"Quanto aos solteiros, não tenho mandamento do Senhor. Dou, porém, o meu parecer, como alguém que, pela misericórdia do Senhor, tem sido fiel." 1 Co 7:25 (Versão Almeida Século 21)
Inicio de uma nova série de reflexões temáticas voltada para jovens e os seus dramas:
O que a Bíblia fala para o solteiro?
No capítulo 7 da 1a epístola do Apóstolo Paulo aos crentes em Corinto é enfatizada a vantagem em ser solteito para se dedicar a obra de Deus. Não que o Apóstolo seja contra o casamento , ele não o é, pelo contrário, ele escreve o capítulo 7 fornecendo várias orientações para o relacionamento conjugal. O ponto é que o solteiro pode e deve devotar sua vida ao serviço de Deus. Ele não tem maiores preocupações que um casado por não ter essa responsabilidade.
E o preconceito cultural?
Esse ponto vai ao contrário do preconceito cultural dentro de nossas igrejas evangélicas em relação ao cristão solteiro. Sou pastor há quase quatro anos e ainda não casei e vivo na pele e no ministério o quanto esse preconceito cultural é vivente no ambiente de igreja (quanto a temática do pastor solteiro e minhas experiências fica para uma outra postagem em tempo oportuno). Vejo também que a igreja de um modo geral não sabe trabalhar com os indivíduos solteiros principalmente acima de 30 anos. Vejo também as vezes um certo desespero da parte de moços e moças querendo o casamento a qualquer custo. Vejo que o casamento é benção de Deus e vejo o quanto essa benção é positiva na vida de alguns mas o casamento não é o principal. Jesus o é! Ele morreu com 33 anos, nunca casou e nunca teve uma experiência sexual!

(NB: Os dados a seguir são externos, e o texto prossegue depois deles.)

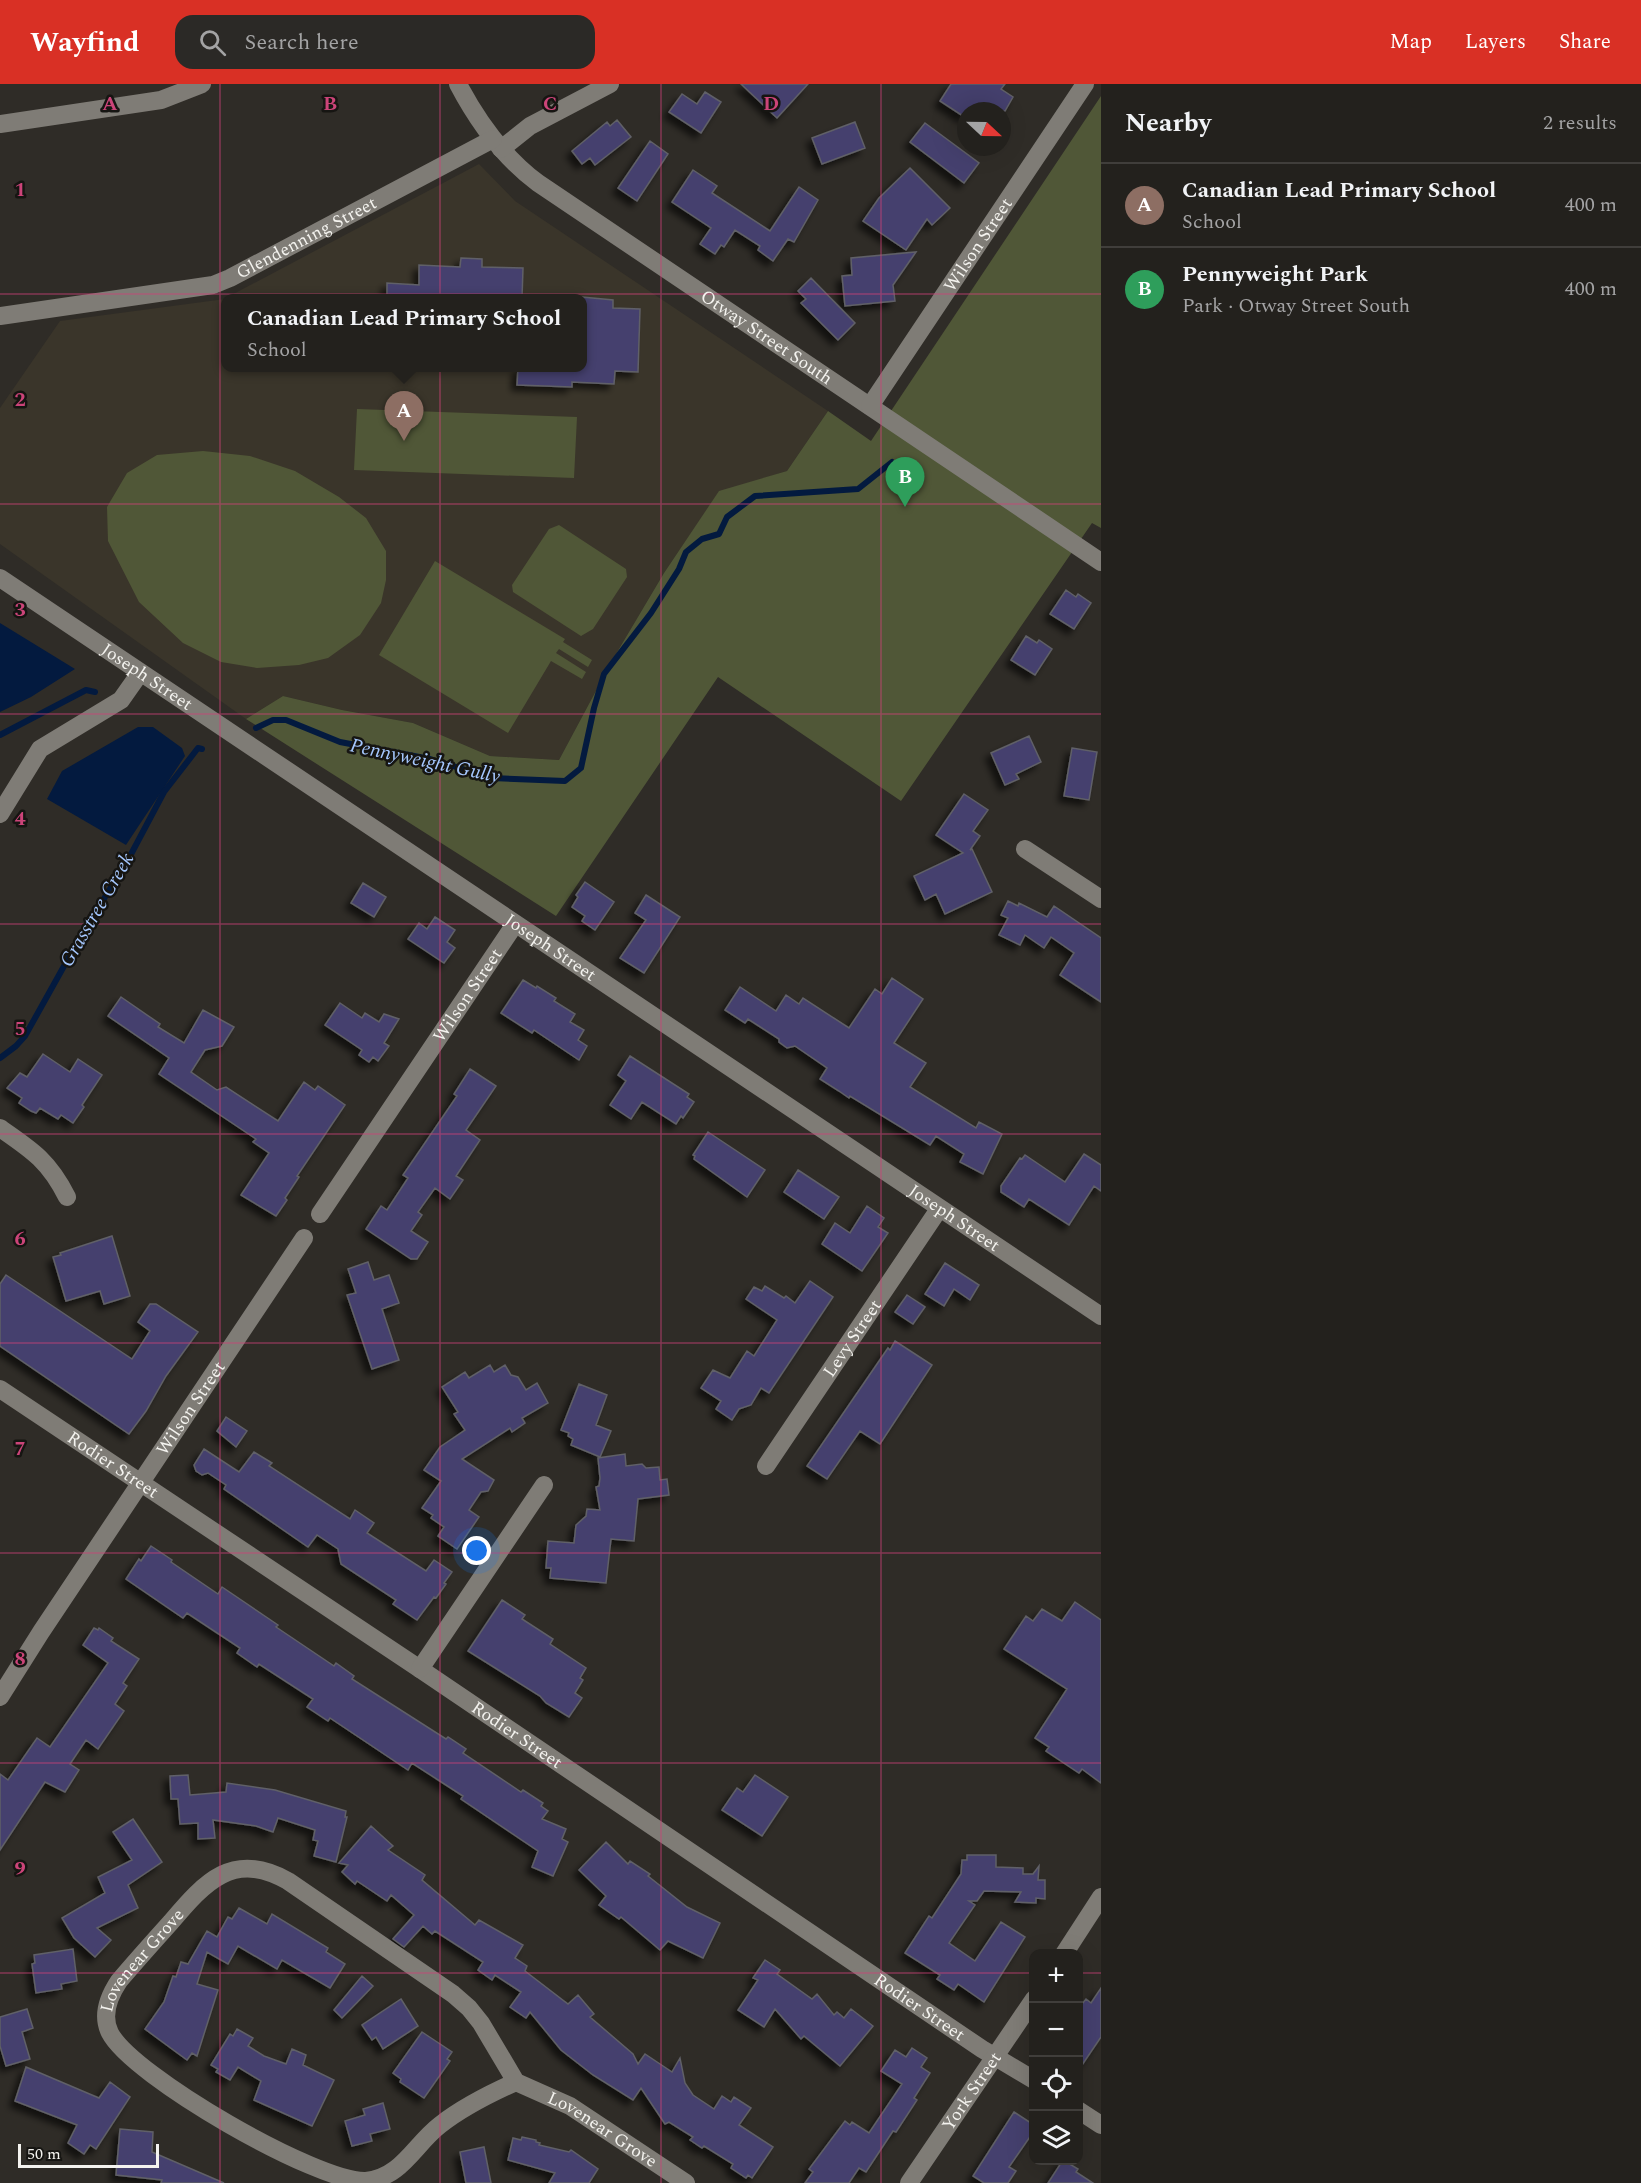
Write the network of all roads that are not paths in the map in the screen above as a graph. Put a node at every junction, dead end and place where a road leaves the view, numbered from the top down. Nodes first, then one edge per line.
1 (202, 84) edge
2 (458, 84) edge
3 (610, 84) edge
4 (1085, 84) edge
5 (0, 124) edge
6 (497, 144) junction
7 (0, 316) edge
8 (870, 406) junction
9 (1101, 562) edge
10 (0, 578) edge
11 (140, 673) junction
12 (0, 814) edge
13 (1025, 849) dead end
14 (1101, 900) edge
15 (515, 924) junction
16 (0, 1128) edge
17 (67, 1197) dead end
18 (939, 1209) junction
19 (320, 1214) dead end
20 (304, 1238) dead end
21 (1101, 1316) edge
22 (0, 1389) edge
23 (766, 1466) dead end
24 (141, 1484) junction
25 (544, 1485) dead end
26 (420, 1669) junction
27 (0, 1697) edge
28 (1101, 1897) edge
29 (1067, 1949) edge
30 (1031, 2003) edge
31 (995, 2056) junction
32 (1029, 2077) edge
33 (516, 2082) junction
34 (1079, 2111) edge
35 (1101, 2126) edge
36 (686, 2183) edge
37 (909, 2183) edge

1 - 5 street
2 - 6 street, Otway Street South
3 - 6 street, Glendenning Street
4 - 8 street, Wilson Street
6 - 7 street, Glendenning Street
6 - 8 street, Otway Street South
8 - 9 street, Otway Street South
10 - 11 street, Joseph Street
11 - 12 street
11 - 15 street, Joseph Street
13 - 14 street
15 - 18 street, Joseph Street
15 - 19 street, Wilson Street
16 - 17 street
18 - 21 street, Joseph Street
18 - 23 street, Levy Street
20 - 24 street, Wilson Street
22 - 24 street, Rodier Street
24 - 26 street, Rodier Street
24 - 27 street, Wilson Street
25 - 26 street
26 - 31 street, Rodier Street
28 - 29 street
30 - 31 street, York Street
31 - 32 street, Rodier Street
31 - 37 street, York Street
33 - 33 street, Lovenear Grove
33 - 36 street, Lovenear Grove
34 - 35 street

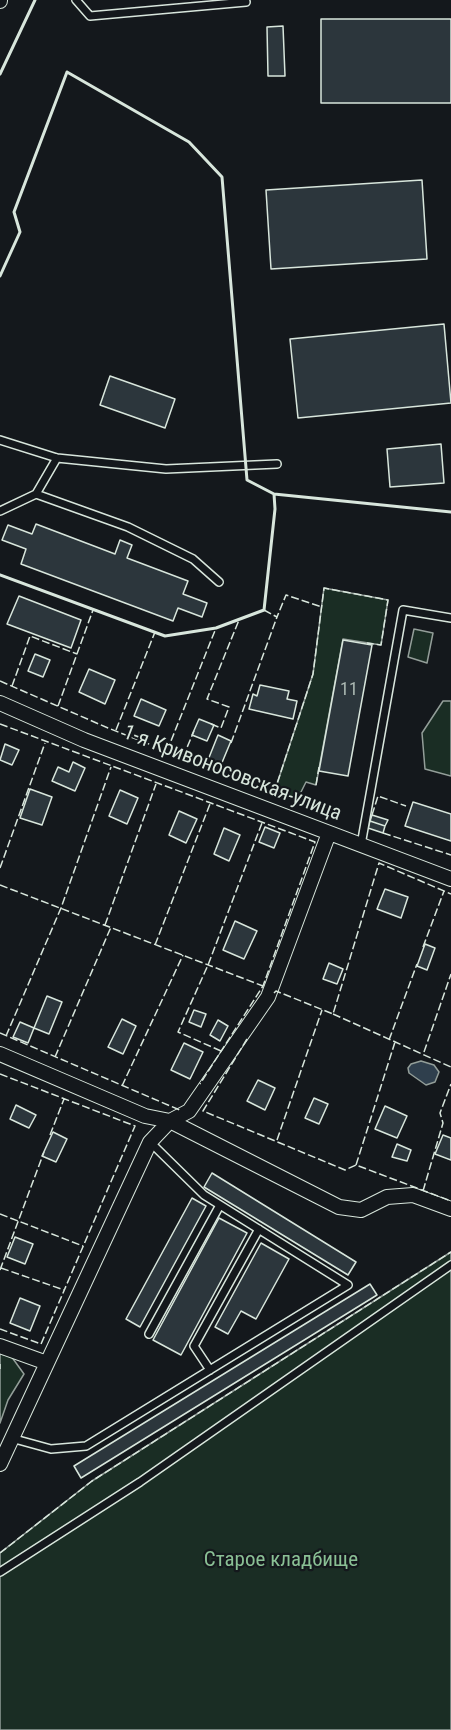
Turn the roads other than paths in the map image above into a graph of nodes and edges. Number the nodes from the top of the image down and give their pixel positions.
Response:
1 (76, 0) edge
2 (246, 2) dead end
3 (0, 440) edge
4 (57, 458) junction
5 (277, 464) dead end
6 (36, 494) junction
7 (0, 511) edge
8 (219, 582) dead end
9 (451, 618) edge
10 (0, 703) edge
11 (329, 833) junction
12 (360, 845) junction
13 (451, 879) edge
14 (0, 1054) edge
15 (170, 1121) junction
16 (150, 1142) junction
17 (220, 1205) junction
18 (451, 1209) edge
19 (259, 1229) junction
20 (451, 1265) edge
21 (150, 1334) dead end
22 (0, 1346) edge
23 (47, 1363) junction
24 (210, 1370) junction
25 (12, 1438) junction
26 (0, 1464) edge
27 (0, 1572) edge

1 - 2 lane
3 - 4 lane
4 - 5 lane
4 - 6 lane
6 - 7 lane
6 - 8 lane
9 - 12 lane
10 - 11 street, 1-я Кривоносовская улица
11 - 12 street, 1-я Кривоносовская улица
11 - 15 street
12 - 13 street, 1-я Кривоносовская улица
14 - 15 street
15 - 16 street
15 - 18 street
16 - 17 lane
16 - 23 street
17 - 19 lane
17 - 21 lane
19 - 24 lane
19 - 24 lane
20 - 27 lane
22 - 23 street
23 - 25 street
24 - 25 lane
25 - 26 street

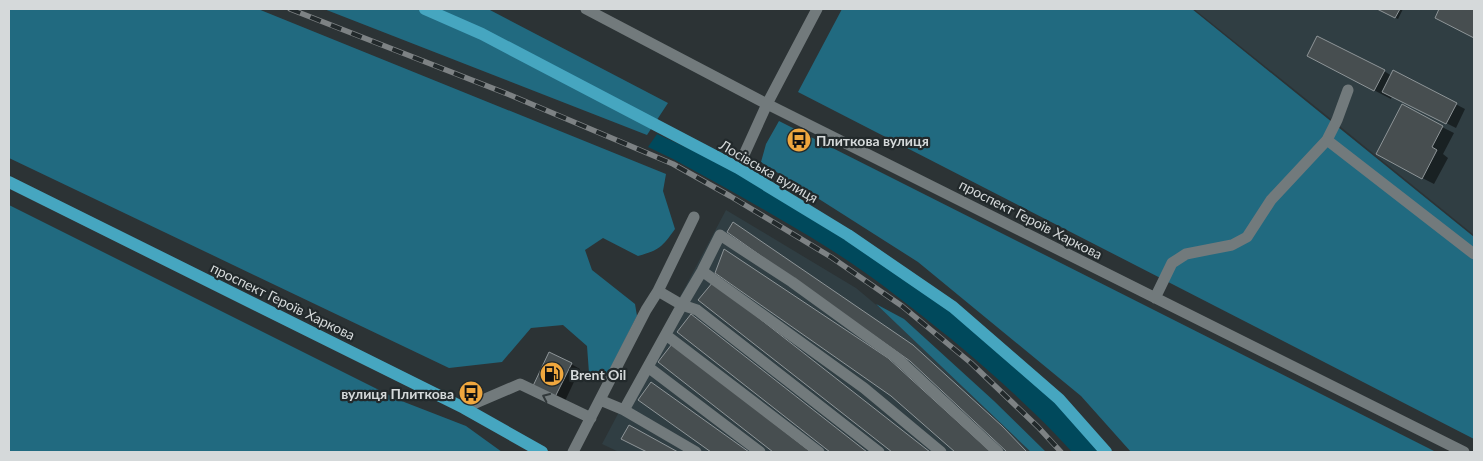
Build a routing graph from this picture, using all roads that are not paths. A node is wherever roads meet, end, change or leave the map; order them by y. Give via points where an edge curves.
1 (425, 9) edge
2 (586, 9) edge
3 (817, 9) edge
4 (1348, 90) dead end
5 (768, 104) junction
6 (1327, 140) junction
7 (738, 168) junction
8 (9, 182) edge
9 (694, 217) dead end
10 (1474, 254) edge
11 (702, 271) junction
12 (658, 291) junction
13 (1155, 298) junction
14 (682, 305) junction
15 (666, 335) junction
16 (648, 367) junction
17 (600, 400) junction
18 (464, 408) junction
19 (624, 410) junction
20 (590, 418) junction
21 (542, 452) edge
22 (572, 452) edge
23 (696, 452) edge
24 (760, 452) edge
25 (818, 452) edge
26 (879, 452) edge
27 (941, 452) edge
28 (998, 452) edge
29 (1106, 452) edge
30 (1464, 452) edge

1 - 7 main road, Лосівська вулиця via 482,34
2 - 5 street, проспект Героїв Харкова
3 - 5 street
4 - 6 street
5 - 7 street
5 - 13 street, проспект Героїв Харкова
6 - 10 street
6 - 13 street via 1271,200 1247,237 1232,245 1186,254 1172,263
7 - 29 main road, Лосівська вулиця via 848,235 953,308 1059,399
8 - 18 main road, проспект Героїв Харкова
9 - 12 street
11 - 14 street
11 - 27 street via 864,388
11 - 28 street via 720,235 792,282 896,358
12 - 14 street
12 - 17 street
13 - 30 street, проспект Героїв Харкова
14 - 15 street
14 - 26 street via 697,310
15 - 16 street
15 - 25 street
16 - 19 street
16 - 24 street
17 - 19 street
17 - 20 street
20 -> 18 street via 520,384
18 - 21 main road, проспект Героїв Харкова
19 - 23 street
20 - 22 street

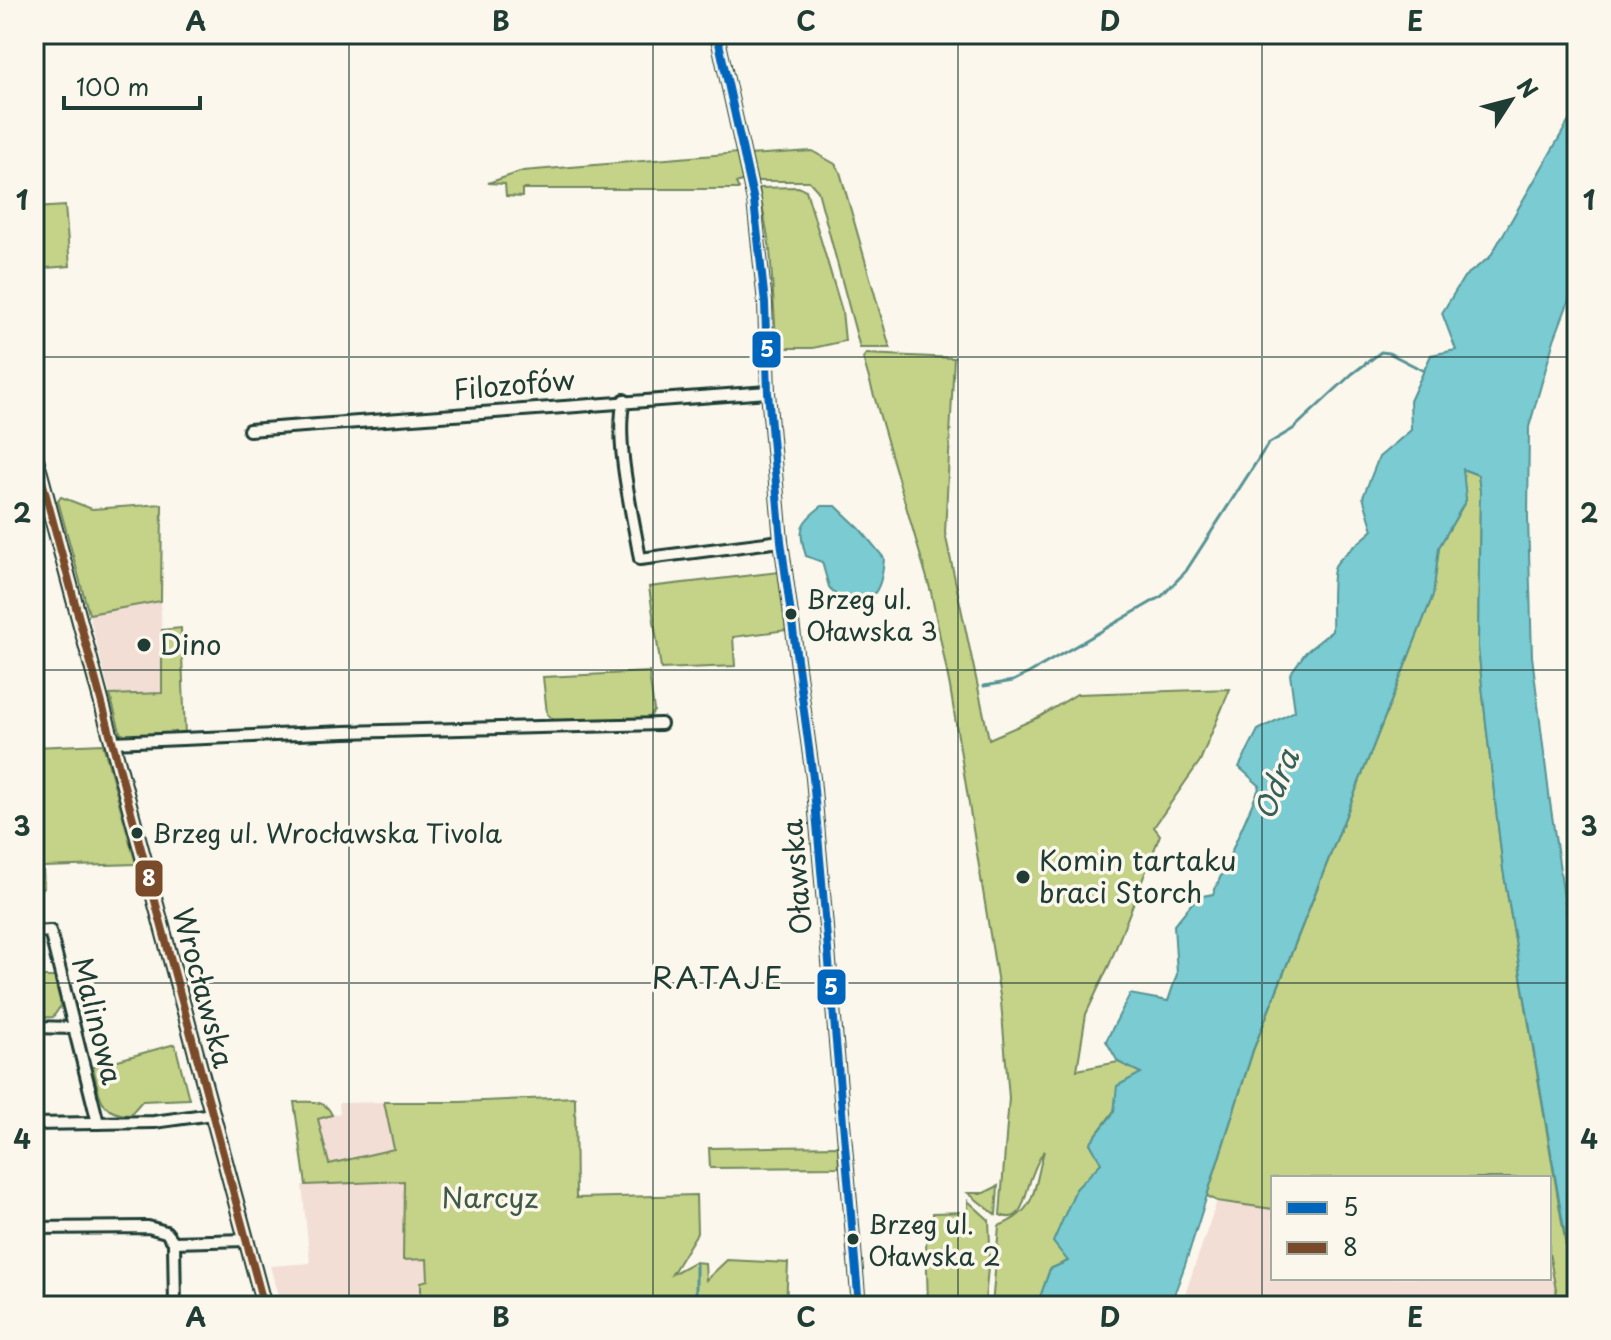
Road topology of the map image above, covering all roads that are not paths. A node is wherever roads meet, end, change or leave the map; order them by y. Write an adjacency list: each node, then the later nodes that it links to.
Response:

Precisa-se trabalhar em igrejas a importância e a efetividade do crente solteiro devotando sua vida para glória de Deus no serviço ao Reino. Sobre as questões de tentação penso que quem tem problemas nessa área e não for tratado pecará solteiro ou casado. O problema é o coração.
Prezado (a) leitor (a):
1 - Valorize o solteiro em sua comunidade: Não imponha que só é mais maduro quem casa. Vejo a efetividade do casamento no amadurecimento do crente mas o solteiro tem o seu lugar e pode servir com grande potencial com seus dons.
2 - Seja um(a) solteiro(a) para a glória de Deus: Não desperdice a sua condição de solteiro. Não se limite pelo preconceito cultural. Devote a sua vida em missão e serviço para o Reino de Deus.
3 - Pistas práticas para um(a) solteiro(a) servir o Reino de Deus:
3.1 - Dedique um bom tempo a sua igreja em estudos, visitação, aconselhamento, discipulado e o cuidado com pessoas. como você não é casado, não precisa cuidar do lar, então poderá investir tempo e energia na edificação da comunidade que você faz parte prezado(a) leitor(a).
3.2: Invista tempo no estudo da Palavra, nas leituras da Bíblia de forma sistemática, na leitura de bons livros teológicos e devocionais. Um casado não terá tanto tempo para ler como você leitor(a). Faça bons cursos teológicos ainda que de curta duração se você não tem chamado específico para servir a igreja tempo integral. Todo crente deve crescer na graça e no conhecimento de Jesus Cristo.
3.3: Tenha uma vida intensa de oração. como você não é casado(a) poderá desfrutar de maior tempo em intercessão e em oração buscando mais a face de Deus e crescendo em sua presença.
3.4: Escreva cartas abençoadoras para as pessoas fazendo uso da internet para glória de Deus.
3.5: Ajude algum trabalho em comunidade carente com seus talentos para abençoar menos favorecidos socialmente. Ajude alguma ONG. Vá para projetos missionários nas férias. Faça o bem ao próximo.
Concluindo:
Seja um solteiro para a glória de Deus. Se ele quiser que você case, amém. Se não, compreendemos que haja tristeza mas canalize isso em Deus e use isso para louvor e glória Dele. Não deixe o preconceito cultural minar isso em você. Deus o abençoe e seja alegre Nele, casado ou solteiro, prezado(a) leitor(a).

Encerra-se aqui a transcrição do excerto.